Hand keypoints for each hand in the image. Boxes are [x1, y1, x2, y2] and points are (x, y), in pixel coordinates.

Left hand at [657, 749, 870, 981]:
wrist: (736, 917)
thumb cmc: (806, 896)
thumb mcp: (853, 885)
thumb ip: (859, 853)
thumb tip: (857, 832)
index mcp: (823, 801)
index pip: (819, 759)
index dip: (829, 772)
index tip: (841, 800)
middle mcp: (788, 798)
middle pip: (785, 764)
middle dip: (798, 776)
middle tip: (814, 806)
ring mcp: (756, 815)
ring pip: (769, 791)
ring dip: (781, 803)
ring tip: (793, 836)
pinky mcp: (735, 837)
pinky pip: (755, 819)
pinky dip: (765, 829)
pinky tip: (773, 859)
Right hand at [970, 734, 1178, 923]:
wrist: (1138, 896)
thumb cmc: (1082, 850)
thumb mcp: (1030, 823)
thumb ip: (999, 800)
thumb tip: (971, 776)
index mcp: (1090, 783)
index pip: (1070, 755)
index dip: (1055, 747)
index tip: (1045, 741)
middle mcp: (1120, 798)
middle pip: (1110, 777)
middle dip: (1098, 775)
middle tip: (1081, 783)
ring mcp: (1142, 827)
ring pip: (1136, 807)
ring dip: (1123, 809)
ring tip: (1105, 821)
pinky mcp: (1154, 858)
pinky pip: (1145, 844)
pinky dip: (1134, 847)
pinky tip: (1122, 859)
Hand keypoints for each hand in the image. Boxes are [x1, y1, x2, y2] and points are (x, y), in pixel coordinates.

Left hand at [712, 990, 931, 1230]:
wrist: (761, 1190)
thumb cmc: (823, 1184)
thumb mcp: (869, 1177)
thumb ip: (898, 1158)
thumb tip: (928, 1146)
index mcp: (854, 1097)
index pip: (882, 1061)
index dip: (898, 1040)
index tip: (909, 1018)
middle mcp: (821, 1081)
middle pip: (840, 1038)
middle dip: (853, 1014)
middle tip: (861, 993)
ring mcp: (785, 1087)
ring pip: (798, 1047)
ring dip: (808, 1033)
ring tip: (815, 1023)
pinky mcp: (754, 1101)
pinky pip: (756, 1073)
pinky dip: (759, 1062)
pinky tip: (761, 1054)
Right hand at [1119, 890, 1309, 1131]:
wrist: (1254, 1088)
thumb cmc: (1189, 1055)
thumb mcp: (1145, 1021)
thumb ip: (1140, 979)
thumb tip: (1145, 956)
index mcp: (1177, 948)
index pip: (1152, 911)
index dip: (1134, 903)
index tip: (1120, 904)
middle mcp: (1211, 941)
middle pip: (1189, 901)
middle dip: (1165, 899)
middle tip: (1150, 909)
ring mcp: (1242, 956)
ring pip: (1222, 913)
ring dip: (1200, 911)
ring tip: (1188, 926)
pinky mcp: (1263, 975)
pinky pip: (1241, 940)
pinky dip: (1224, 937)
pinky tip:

-- Your objective --
Here the output must be the lines above from the line with "middle pip: (785, 764)" to the line with "middle mcp: (1120, 798)", both included, duplicated word for word and nothing else.

-- Output below --
middle pip: (785, 764)
middle dip: (798, 776)
middle tip: (814, 806)
ring mcp: (756, 815)
ring pip: (769, 791)
ring dip: (781, 803)
ring tip: (793, 836)
pinky mcp: (735, 837)
pinky pip: (755, 819)
pinky dip: (765, 829)
pinky tip: (773, 859)
Right hand at [970, 734, 1178, 923]:
wrist: (1138, 896)
thumb cmc: (1082, 850)
thumb mcp: (1030, 823)
thumb ip: (999, 800)
thumb tip: (971, 776)
index mcp: (1090, 783)
index pip: (1070, 755)
index dip: (1055, 747)
index tip: (1045, 741)
middle mcp: (1120, 798)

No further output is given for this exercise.